Domingo ya no es plácido, ni galán

Daniela Murialdo
Daniela Murialdo

Un jurado de Londres acaba de absolver a Kevin Spacey de los nueve delitos de agresión sexual que pesaban en su contra. El actor estadounidense enfrentaba cargos por “delitos sexuales históricos” que habrían sucedido entre 2004 y 2013.

Este caso fue rápida y convenientemente asociado al caso de Harvey Weinstein y las decenas de imputaciones contra él, tanto de acoso y agresión sexual, como de violación. Varios de esos delitos fueron probados y una Corte lo sentenció a prisión. Hecho que detonó un sinfín de acusaciones similares contra hombres famosos o poderosos. El “efecto Weinstein” supuso un antes y un después para el movimiento #MeToo, que se fundó el 2017 precisamente para denunciar los acosos sexuales del exproductor de cine y que se expandió luego al resto.

Al que fuera uno de los emperadores de Hollywood se le probaron los crímenes por los que está preso. Pero no siempre se comprueban los señalamientos por abusos sexuales, en gran medida anónimos y de muy larga data. Aun así, la sociedad –tan dada al impulso y tan poco inclinada a la reflexión–, se devora a esos presuntos depredadores para expulsarlos envueltos en excremento, de modo que ya nadie se les acerque. Si son o no culpables, no es un tema: todos merecen ser desmenuzados y deglutidos por igual.

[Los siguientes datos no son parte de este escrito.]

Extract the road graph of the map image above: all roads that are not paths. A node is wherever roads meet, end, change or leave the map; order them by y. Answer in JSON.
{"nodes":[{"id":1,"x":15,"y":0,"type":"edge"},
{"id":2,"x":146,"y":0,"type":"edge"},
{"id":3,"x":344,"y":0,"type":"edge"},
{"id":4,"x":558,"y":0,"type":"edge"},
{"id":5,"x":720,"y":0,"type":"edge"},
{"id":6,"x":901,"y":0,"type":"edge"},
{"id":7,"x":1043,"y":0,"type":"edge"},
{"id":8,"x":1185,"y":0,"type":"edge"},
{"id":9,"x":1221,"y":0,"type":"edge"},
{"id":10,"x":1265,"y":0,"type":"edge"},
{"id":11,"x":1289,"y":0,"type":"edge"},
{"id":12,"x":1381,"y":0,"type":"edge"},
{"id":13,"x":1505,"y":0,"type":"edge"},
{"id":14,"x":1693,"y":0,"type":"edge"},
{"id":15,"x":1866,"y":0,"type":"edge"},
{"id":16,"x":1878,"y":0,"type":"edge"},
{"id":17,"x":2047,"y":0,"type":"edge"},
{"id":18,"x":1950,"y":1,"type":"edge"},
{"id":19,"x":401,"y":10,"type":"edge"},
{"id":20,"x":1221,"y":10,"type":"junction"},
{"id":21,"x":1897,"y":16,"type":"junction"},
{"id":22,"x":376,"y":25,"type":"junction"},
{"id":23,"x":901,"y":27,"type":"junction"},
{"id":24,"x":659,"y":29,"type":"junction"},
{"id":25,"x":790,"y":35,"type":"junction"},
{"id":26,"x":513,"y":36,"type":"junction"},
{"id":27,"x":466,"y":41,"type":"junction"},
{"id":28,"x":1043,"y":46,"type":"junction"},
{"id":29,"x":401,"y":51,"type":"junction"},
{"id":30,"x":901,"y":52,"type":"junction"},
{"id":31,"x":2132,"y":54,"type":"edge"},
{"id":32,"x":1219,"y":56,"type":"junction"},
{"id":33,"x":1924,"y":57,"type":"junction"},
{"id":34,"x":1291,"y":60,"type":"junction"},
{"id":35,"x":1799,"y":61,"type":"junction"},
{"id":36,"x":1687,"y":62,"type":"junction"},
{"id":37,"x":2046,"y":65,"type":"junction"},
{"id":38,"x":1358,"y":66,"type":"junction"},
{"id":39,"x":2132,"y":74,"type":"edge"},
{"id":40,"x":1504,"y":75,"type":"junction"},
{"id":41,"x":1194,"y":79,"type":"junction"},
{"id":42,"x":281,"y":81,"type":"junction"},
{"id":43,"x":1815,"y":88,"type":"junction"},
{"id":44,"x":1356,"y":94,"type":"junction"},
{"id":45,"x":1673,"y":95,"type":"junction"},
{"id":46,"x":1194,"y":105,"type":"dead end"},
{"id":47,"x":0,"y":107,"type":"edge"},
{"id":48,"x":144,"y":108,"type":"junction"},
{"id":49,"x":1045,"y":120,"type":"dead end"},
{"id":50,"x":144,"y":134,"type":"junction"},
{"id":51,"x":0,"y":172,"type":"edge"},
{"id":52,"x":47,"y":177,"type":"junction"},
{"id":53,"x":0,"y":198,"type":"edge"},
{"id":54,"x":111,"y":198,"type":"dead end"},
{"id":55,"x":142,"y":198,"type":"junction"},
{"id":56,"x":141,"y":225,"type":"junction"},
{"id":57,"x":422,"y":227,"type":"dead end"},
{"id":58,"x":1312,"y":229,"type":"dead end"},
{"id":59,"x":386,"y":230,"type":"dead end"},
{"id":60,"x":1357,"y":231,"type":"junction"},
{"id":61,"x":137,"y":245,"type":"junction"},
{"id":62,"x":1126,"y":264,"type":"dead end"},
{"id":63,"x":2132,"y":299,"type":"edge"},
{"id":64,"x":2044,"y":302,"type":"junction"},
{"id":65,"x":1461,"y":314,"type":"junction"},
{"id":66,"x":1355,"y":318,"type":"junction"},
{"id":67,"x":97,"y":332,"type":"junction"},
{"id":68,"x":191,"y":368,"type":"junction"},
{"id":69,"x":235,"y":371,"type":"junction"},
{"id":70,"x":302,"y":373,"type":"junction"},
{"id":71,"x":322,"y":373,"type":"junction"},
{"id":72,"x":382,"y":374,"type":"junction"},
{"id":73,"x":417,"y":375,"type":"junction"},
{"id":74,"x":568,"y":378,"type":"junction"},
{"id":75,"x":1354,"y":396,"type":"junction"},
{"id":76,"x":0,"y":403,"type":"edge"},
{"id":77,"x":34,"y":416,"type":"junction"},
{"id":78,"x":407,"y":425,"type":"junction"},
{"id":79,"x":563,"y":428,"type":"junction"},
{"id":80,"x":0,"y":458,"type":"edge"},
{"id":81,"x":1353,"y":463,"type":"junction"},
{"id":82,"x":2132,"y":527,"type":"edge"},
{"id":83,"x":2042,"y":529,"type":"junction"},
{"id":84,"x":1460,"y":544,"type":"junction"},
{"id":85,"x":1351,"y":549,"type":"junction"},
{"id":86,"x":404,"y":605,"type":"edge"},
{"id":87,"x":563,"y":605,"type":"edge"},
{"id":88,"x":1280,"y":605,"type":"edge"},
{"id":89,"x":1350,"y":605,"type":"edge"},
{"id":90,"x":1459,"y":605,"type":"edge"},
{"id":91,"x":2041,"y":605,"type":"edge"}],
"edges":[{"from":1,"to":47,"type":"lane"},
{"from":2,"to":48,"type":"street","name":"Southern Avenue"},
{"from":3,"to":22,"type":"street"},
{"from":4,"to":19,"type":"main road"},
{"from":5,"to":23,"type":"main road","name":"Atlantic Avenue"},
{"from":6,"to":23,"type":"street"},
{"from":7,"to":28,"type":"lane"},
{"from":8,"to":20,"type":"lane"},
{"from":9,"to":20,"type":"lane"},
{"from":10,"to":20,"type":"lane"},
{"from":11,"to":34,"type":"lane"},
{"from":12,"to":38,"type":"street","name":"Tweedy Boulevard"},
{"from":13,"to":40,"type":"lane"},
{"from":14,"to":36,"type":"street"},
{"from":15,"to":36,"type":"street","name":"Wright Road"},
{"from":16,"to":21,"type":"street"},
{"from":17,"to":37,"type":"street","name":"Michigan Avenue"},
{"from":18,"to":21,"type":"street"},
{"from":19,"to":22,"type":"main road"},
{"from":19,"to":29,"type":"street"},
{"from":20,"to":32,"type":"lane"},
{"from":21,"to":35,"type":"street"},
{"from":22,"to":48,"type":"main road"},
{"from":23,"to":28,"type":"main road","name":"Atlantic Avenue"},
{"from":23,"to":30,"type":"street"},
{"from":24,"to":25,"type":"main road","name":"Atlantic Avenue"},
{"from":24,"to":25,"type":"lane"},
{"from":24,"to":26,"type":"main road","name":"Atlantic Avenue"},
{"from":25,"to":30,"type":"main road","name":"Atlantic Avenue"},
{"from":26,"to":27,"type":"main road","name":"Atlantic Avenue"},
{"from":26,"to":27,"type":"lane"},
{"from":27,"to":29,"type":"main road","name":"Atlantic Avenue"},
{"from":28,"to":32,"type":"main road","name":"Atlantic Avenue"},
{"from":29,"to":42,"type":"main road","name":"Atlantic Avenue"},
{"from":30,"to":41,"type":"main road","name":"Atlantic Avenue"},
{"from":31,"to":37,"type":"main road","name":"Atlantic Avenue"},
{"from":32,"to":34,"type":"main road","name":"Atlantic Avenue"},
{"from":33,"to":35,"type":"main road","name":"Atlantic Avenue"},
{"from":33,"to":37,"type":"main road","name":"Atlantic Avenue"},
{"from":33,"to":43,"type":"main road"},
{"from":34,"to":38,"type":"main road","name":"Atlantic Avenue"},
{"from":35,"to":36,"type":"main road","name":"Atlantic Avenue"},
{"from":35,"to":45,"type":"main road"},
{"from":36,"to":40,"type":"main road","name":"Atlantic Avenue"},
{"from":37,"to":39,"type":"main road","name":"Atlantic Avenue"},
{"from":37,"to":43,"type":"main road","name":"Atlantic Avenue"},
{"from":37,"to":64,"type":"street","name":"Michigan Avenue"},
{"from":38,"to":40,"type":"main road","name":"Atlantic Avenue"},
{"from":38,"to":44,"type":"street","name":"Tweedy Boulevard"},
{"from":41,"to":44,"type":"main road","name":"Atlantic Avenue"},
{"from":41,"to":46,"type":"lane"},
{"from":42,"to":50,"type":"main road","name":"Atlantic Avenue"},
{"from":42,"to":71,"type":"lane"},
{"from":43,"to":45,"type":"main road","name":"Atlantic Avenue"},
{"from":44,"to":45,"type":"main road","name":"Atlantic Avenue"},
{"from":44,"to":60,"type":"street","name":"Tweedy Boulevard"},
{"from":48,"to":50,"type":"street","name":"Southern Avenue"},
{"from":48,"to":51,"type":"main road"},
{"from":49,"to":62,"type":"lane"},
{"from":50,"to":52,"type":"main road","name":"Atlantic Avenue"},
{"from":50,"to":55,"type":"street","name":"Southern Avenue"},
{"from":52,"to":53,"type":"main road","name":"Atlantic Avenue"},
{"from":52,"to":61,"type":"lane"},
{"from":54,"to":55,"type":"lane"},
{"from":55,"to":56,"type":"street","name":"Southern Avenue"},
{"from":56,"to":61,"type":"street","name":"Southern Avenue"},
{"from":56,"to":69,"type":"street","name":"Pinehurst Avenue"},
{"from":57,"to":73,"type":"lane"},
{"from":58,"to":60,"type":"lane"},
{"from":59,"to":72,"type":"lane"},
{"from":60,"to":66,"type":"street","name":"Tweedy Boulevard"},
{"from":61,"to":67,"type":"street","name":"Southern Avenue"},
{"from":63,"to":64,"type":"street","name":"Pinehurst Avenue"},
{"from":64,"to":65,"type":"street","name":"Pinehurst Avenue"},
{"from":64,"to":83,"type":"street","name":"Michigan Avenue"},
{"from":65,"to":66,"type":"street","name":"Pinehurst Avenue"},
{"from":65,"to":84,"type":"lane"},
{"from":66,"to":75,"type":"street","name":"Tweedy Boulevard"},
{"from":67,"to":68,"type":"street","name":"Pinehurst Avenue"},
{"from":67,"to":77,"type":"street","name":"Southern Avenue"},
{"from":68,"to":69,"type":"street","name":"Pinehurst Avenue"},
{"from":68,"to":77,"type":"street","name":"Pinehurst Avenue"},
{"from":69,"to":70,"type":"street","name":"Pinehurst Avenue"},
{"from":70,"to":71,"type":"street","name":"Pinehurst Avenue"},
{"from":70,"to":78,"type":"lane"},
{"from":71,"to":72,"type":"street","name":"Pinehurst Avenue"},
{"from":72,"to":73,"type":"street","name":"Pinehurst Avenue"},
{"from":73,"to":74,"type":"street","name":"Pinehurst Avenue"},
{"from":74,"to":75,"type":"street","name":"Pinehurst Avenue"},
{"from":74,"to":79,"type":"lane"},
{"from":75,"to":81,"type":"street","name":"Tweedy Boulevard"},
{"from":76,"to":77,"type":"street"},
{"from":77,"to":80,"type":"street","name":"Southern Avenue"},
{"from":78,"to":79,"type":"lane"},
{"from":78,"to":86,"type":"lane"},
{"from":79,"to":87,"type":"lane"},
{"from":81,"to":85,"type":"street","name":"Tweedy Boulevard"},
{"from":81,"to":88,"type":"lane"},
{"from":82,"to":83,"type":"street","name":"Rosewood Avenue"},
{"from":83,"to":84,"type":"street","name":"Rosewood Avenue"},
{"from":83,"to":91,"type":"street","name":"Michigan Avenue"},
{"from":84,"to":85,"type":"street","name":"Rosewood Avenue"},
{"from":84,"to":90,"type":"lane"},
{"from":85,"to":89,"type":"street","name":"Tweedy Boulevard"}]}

Y en esta moderna cacería de brujos, uno de estos hombres que deberá renacer de entre los restos malolientes es Kevin Spacey. Una vez surgidas las inculpaciones (en este caso hechas por varones, lo que a efectos del colectivo #MeToo es irrelevante, puesto que lo que define el crimen como tal es que lo cometa un hombre), el actor fue “cancelado”. Apenas se lo apuntó como agresor sexual Netflix deshizo todos sus contratos con él y fue eliminado del reparto de la película que filmaba entonces. Ya olía mal y nadie se le acercaba.

Ahora que Hollywood y la otrora plataforma de Spacey están gobernados por esa parte del progresismo actual bautizado como “hiprogresía” –por su doblez y su mojigatería– no se ha escuchado a estas productoras pedir disculpas al actor por haberse pasado el principio de presunción de inocencia por el forro y haber lanzado a la hoguera a uno de los suyos.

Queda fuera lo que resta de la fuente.